When working with categorical dimensions like pipeline stages, priority levels, or status values, you often need to sort them in a specific business-meaningful order rather than alphabetically. For example, a sales pipeline might have stages like Pipeline, Best Case, Most Likely, Commit, and Closed that should always appear in that funnel order. Sometimes stages are prefixed with numbers (e.g., 1. Pipeline, 2. Best Case) which makes alphabetical sorting work. But when they don’t have numbers, alphabetical order produces results that don’t match the business logic. There are two ways to solve this:
  • At query time — write a CASE expression directly in a semantic SQL query. This is the fastest way to get results and works great when you’re exploring data in a workbook or asking AI to build a query for you.
  • In the data model — add a permanent dimension with the ordering logic. This is the right choice when the same sort order is reused across many queries, dashboards, or consumers.

Query-level approach

You can define a custom ordering dimension directly in a semantic SQL query without changing the data model.
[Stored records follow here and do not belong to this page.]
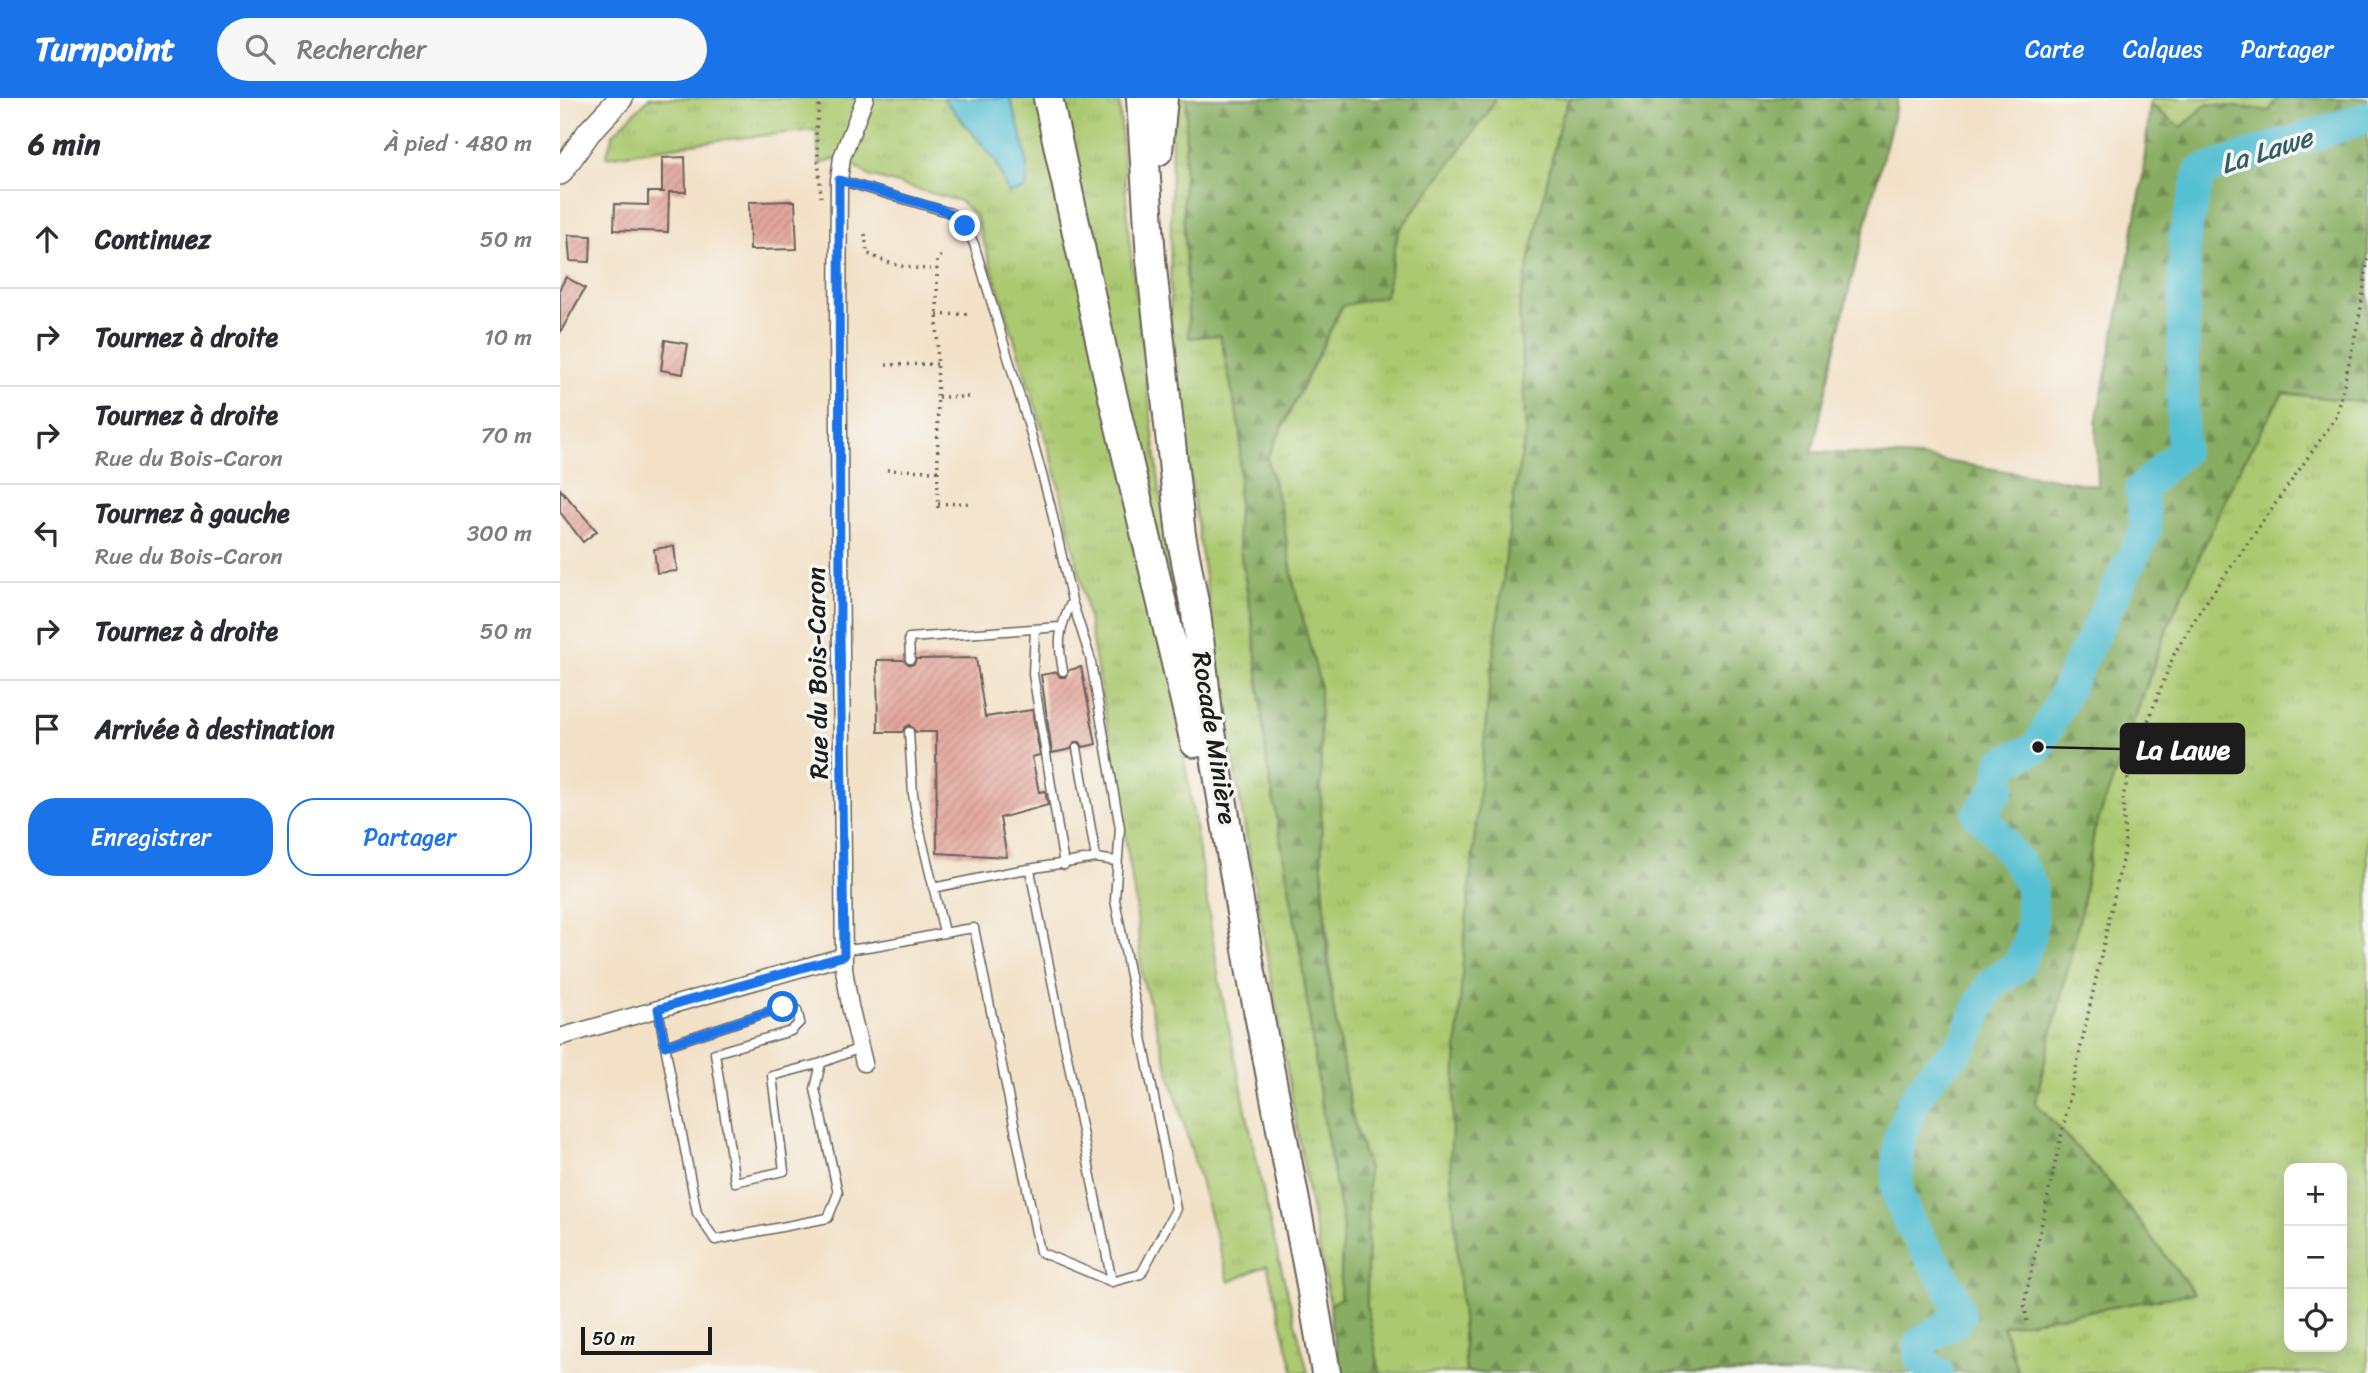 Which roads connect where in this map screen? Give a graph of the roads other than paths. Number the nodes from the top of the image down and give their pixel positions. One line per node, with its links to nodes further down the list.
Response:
1 (621, 98): 6 (main road)
2 (865, 98): 7 (street, Rue du Bois-Caron)
3 (1048, 98): 23 (highway)
4 (1141, 98): 8 (highway, Rocade Minière)
5 (1163, 98): 8 (highway)
6 (560, 173)
7 (839, 180): 9 (lane); 22 (street, Rue du Bois-Caron)
8 (1152, 258): 23 (highway, Rocade Minière)
9 (1072, 601): 10 (lane); 17 (lane)
10 (1060, 627): 11 (lane); 13 (lane)
11 (1035, 629): 12 (lane); 18 (lane)
12 (910, 659)
13 (1063, 671)
14 (909, 732): 20 (lane)
15 (1077, 748): 16 (lane)
16 (1096, 858): 17 (lane); 18 (lane)
17 (1116, 861): 29 (lane)
18 (1064, 865): 19 (lane)
19 (1030, 870): 20 (lane); 29 (lane)
20 (933, 888): 21 (lane)
21 (944, 932): 22 (lane); 29 (lane)
22 (844, 953): 24 (street); 27 (street, Rue du Bois-Caron)
23 (1251, 973): 30 (highway, Rocade Minière)
24 (658, 1009): 25 (street); 26 (lane)
25 (560, 1037)
26 (665, 1046): 28 (lane); 28 (lane)
27 (862, 1056): 28 (lane)
28 (821, 1063)
29 (1112, 1282)
30 (1326, 1373) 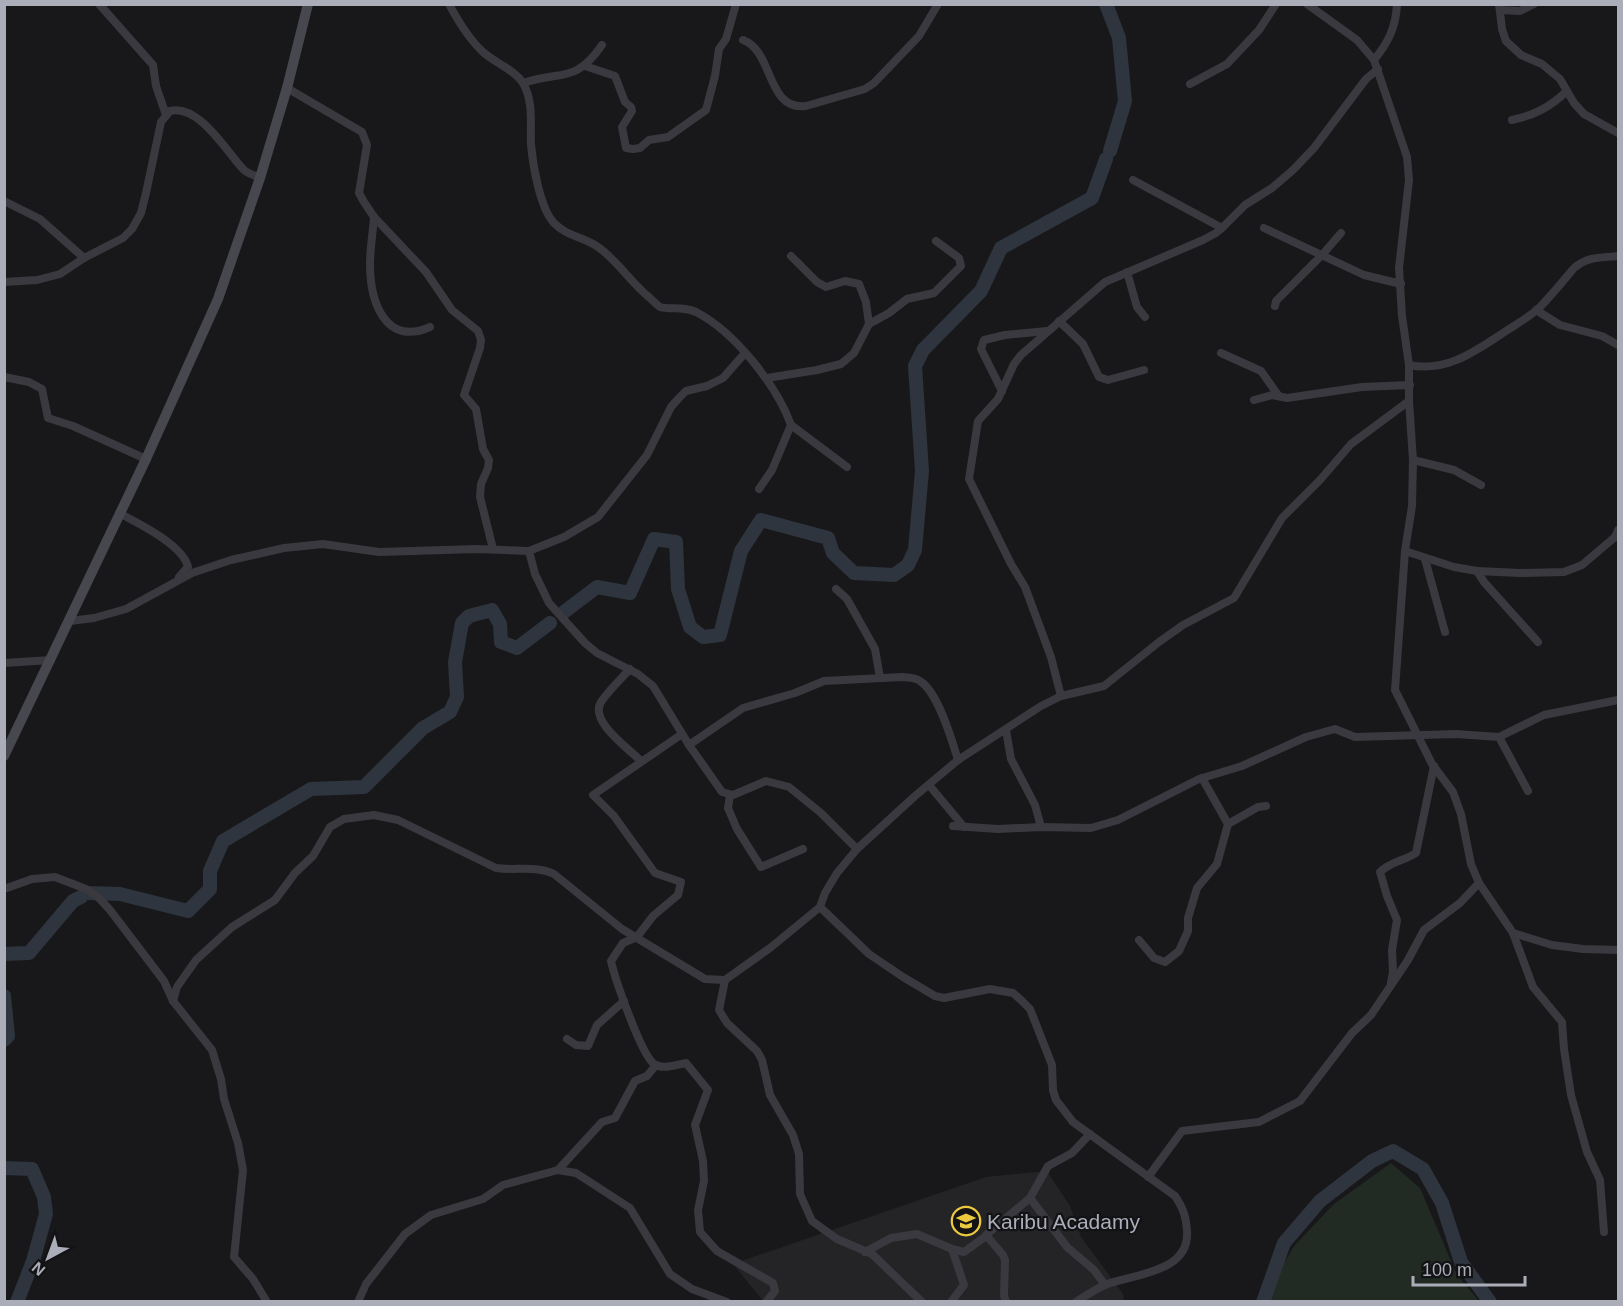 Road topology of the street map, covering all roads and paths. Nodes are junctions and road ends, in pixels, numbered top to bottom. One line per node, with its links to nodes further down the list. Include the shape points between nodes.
1 (99, 4): 20 (street, via 153,65)
2 (308, 4): 18 (main road)
3 (449, 4): 16 (street, via 483,53)
4 (736, 4): 14 (street, via 719,50 706,110 668,137 649,140 633,150 626,148 622,127 631,107 625,102 615,76)
5 (938, 4): 11 (street, via 919,36 874,83 806,106 796,107 786,101 771,81 761,54)
6 (1276, 4): 17 (street, via 1259,30 1227,64)
7 (1307, 4): 13 (street, via 1357,40)
8 (1397, 4): 13 (street, via 1392,32)
9 (1534, 4): 10 (street, via 1520,11)
10 (1499, 7): 19 (street, via 1506,41 1521,55 1542,64 1560,79)
11 (743, 40)
12 (602, 45): 14 (street)
13 (1374, 60): 15 (street)
14 (585, 66): 16 (street, via 572,74)
15 (1378, 69): 27 (street, via 1293,170 1245,205); 37 (street, via 1407,157 1409,180 1399,268)
16 (523, 83): 46 (street, via 530,104 535,175 554,223 598,247 660,307 696,312)
17 (1190, 84)
18 (287, 88): 23 (main road); 26 (street, via 365,137 368,145 359,193)
19 (1567, 91): 21 (street, via 1552,106); 22 (street, via 1584,114)
20 (166, 115): 23 (street, via 176,109 192,114 244,169); 34 (street, via 161,122 141,213 132,229 123,238)
21 (1512, 120)
22 (1618, 133)
23 (260, 178): 58 (main road, via 218,299)
24 (1133, 180): 27 (street)
25 (4, 201): 34 (street, via 40,219)
26 (374, 217): 43 (street, via 370,265 381,315 396,330 408,333); 65 (street, via 426,272 452,310 478,331 480,348 464,395 476,409 483,449 489,460 480,497)
27 (1222, 228): 35 (street)
28 (1264, 228): 31 (street)
29 (1341, 233): 31 (street)
30 (936, 241): 42 (street, via 959,258 961,266 934,292 907,299)
31 (1322, 255): 37 (street, via 1364,275); 38 (street)
32 (791, 256): 42 (street, via 826,287 845,281 859,284)
33 (1618, 256): 39 (street, via 1586,259)
34 (84, 258): 36 (street, via 60,274)
35 (1127, 272): 40 (street, via 1137,307); 41 (street, via 1105,282)
36 (4, 282)
37 (1401, 284): 48 (street)
38 (1275, 306)
39 (1536, 310): 45 (street, via 1560,325 1602,336); 48 (street, via 1456,361 1434,367)
40 (1145, 317)
41 (1059, 321): 44 (street); 49 (street, via 1083,345 1099,377 1108,380)
42 (869, 324): 51 (street, via 854,353 841,364)
43 (430, 327)
44 (1048, 330): 53 (street, via 1014,364); 53 (street, via 984,340 981,349)
45 (1618, 345)
46 (745, 353): 51 (street); 66 (street, via 723,378 707,387 686,391 679,398 647,455 598,517 564,537)
47 (1221, 353): 54 (street, via 1261,372)
48 (1409, 365): 52 (street)
49 (1144, 370)
50 (4, 377): 58 (street, via 42,389 48,418)
51 (767, 378): 57 (street)
52 (1410, 385): 54 (street, via 1362,387 1287,398); 56 (street)
53 (1002, 391): 79 (street, via 978,421 969,479 1025,587)
54 (1278, 395): 55 (street)
55 (1254, 400)
56 (1409, 401): 59 (street); 79 (street, via 1351,444 1282,518 1234,598 1177,629 1104,687)
57 (791, 425): 60 (street); 62 (street, via 772,470)
58 (146, 459): 63 (main road)
59 (1413, 460): 61 (street, via 1454,470); 67 (street)
60 (847, 467)
61 (1481, 485)
62 (759, 489)
63 (119, 513): 70 (street, via 170,545 187,562 186,571); 72 (main road)
64 (1618, 530): 69 (street, via 1582,565 1564,572)
65 (493, 549): 66 (street); 70 (street, via 379,552 308,545 231,560)
66 (528, 551): 77 (street, via 549,603 597,653)
67 (1405, 552): 68 (street); 83 (street, via 1395,690)
68 (1425, 559): 69 (street); 73 (street)
69 (1477, 571): 74 (street)
70 (171, 584): 72 (street, via 126,609)
71 (836, 589): 78 (street, via 847,599 875,649)
72 (70, 621): 75 (main road)
73 (1445, 632)
74 (1538, 642)
75 (51, 660): 76 (street); 86 (main road)
76 (4, 663)
77 (630, 669): 82 (street, via 653,686); 88 (street, via 598,712 602,723)
78 (880, 678): 85 (street, via 824,681 743,708); 87 (street, via 921,681 936,701)
79 (1061, 696): 81 (street)
80 (1618, 700): 84 (street, via 1544,716)
81 (1006, 730): 87 (street); 98 (street, via 1011,759 1035,805)
82 (682, 734): 85 (street); 88 (street)
83 (1417, 734): 84 (street); 89 (street); 90 (street, via 1355,737 1335,729)
84 (1499, 737): 92 (street)
85 (689, 745): 93 (street, via 722,792)
86 (4, 756)
87 (958, 760): 91 (street)
88 (641, 761): 105 (street, via 593,795 614,816 655,873 681,882 678,895 653,916)
89 (1434, 766): 101 (street, via 1453,792); 109 (street, via 1416,853 1389,863 1380,872 1397,920)
90 (1202, 778): 95 (street); 98 (street, via 1118,820 1091,828)
91 (929, 785): 97 (street); 100 (street)
92 (1528, 791)
93 (730, 795): 99 (street, via 728,808 737,829 761,867); 100 (street, via 766,781 789,787)
94 (1266, 807): 95 (street, via 1258,807)
95 (1228, 824): 106 (street, via 1217,864 1197,888 1188,931 1179,951 1166,962 1154,958)
96 (953, 826): 97 (street)
97 (964, 826): 98 (street, via 1014,830)
98 (1041, 827)
99 (803, 849)
100 (857, 849): 103 (street, via 837,873)
101 (1479, 883): 104 (street); 109 (street, via 1424,930)
102 (4, 889): 110 (street, via 32,879 55,877 99,898 164,981)
103 (820, 907): 108 (street); 114 (street, via 869,954 935,996 944,998 990,989 1013,993 1030,1009 1052,1065 1056,1100 1073,1122)
104 (1514, 933): 107 (street, via 1552,945); 118 (street, via 1533,987 1562,1022 1571,1095 1587,1152 1600,1180)
105 (637, 937): 108 (street, via 705,979); 110 (street, via 543,869 496,868 398,820 357,816 330,827 313,856 274,900 232,927 196,960 177,987); 111 (street, via 622,943 611,961)
106 (1139, 940)
107 (1618, 950)
108 (725, 980): 121 (street, via 719,1010 762,1060 770,1095 799,1154 800,1194 812,1221)
109 (1389, 990): 116 (street, via 1300,1101 1259,1122 1182,1131)
110 (173, 1001): 124 (street, via 215,1059 242,1158 234,1257)
111 (624, 1001): 112 (street, via 597,1025 588,1046); 113 (street, via 643,1049)
112 (567, 1039)
113 (656, 1065): 115 (street, via 647,1076 635,1081 615,1118 602,1122); 127 (street, via 686,1063 708,1090 694,1125 703,1161 700,1232 717,1251 773,1283 775,1291)
114 (1090, 1134): 116 (street); 117 (street, via 1072,1153 1048,1166)
115 (558, 1170): 125 (street, via 503,1185 483,1199 431,1215 405,1234 366,1284); 126 (street, via 576,1173 630,1208 670,1274 692,1289)
116 (1148, 1177): 122 (street, via 1175,1196 1182,1206 1186,1214 1185,1248 1157,1270)
117 (1030, 1198): 119 (street); 122 (street, via 1067,1247)
118 (1604, 1232)
119 (986, 1236): 120 (street, via 964,1252); 130 (street, via 1005,1260)
120 (952, 1249): 121 (street, via 918,1234 891,1238); 129 (street, via 964,1285)
121 (865, 1252): 128 (street, via 872,1254)
122 (1105, 1285): 123 (street)
123 (1089, 1299): 131 (street)
124 (267, 1302)
125 (358, 1302)
126 (727, 1302)
127 (766, 1302)
128 (922, 1302)
129 (951, 1302)
130 (1006, 1302)
131 (1076, 1302)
This is especially useful when working in workbooks — you can ask AI to sort results in a specific order and it will generate the appropriate CASE expression for you.
SELECT
  deals.forecast_category,
  CASE
    WHEN deals.forecast_category = 'Pipeline' THEN 1
    WHEN deals.forecast_category = 'Best Case' THEN 2
    WHEN deals.forecast_category = 'Most Likely' THEN 3
    WHEN deals.forecast_category = 'Commit' THEN 4
    WHEN deals.forecast_category = 'Closed' THEN 5
    ELSE 6
  END AS funnel_order,
  MEASURE(total_amount) AS total_amount
FROM
  deals
GROUP BY
  1, 2
ORDER BY
  2 ASC
The CASE expression creates an inline funnel_order column that maps each category to its position. The query then sorts by that column instead of by the category name. This approach requires no changes to the data model and is ideal for ad-hoc analysis. In a workbook, you can simply ask the AI assistant something like “sort forecast categories in pipeline order: Pipeline, Best Case, Most Likely, Commit, Closed” and it will generate a query like the one above.

Data model approach

When the same custom order is needed across multiple queries, dashboards, or BI tools, it’s better to encode it as a dimension in the data model. This way any consumer can sort by it without re-implementing the CASE logic. Consider the following data model with a forecast_category dimension that has no inherent sort order:
cubes:
  - name: deals
    sql_table: deals

    dimensions:
      - name: forecast_category
        sql: forecast_category
        type: string

      - name: forecast_category_order
        sql: |
          CASE
            WHEN {forecast_category} = 'Pipeline' THEN 1
            WHEN {forecast_category} = 'Best Case' THEN 2
            WHEN {forecast_category} = 'Most Likely' THEN 3
            WHEN {forecast_category} = 'Commit' THEN 4
            WHEN {forecast_category} = 'Closed' THEN 5
            ELSE 6
          END
        type: number

    measures:
      - name: total_amount
        sql: amount
        type: sum
The forecast_category_order dimension uses a CASE expression to assign a numeric position to each category value. This dimension references the forecast_category dimension so that the mapping stays consistent. The ELSE 6 clause handles any unexpected values, placing them at the end of the sort order. Once the dimension is in the data model, queries become straightforward:
SELECT
  forecast_category,
  forecast_category_order,
  MEASURE(total_amount)
FROM
  deals
GROUP BY
  1, 2
ORDER BY
  2 ASC

Result

Both approaches produce the same result — a business-meaningful funnel order instead of alphabetical sorting:
Forecast Categoryfunnel_orderTotal Amount
Pipeline1$17,830,500
Best Case2$6,786,250
Most Likely3$537,499.70
Commit4$688,000
Closed5$9,232,800.46
This pattern works for any set of categorical values that need a custom order: support ticket priorities, project phases, approval workflows, and so on. Use the query-level approach when you need a quick, one-off sort order while exploring data. Use the data model approach when the ordering is a stable business rule that should be available to all consumers.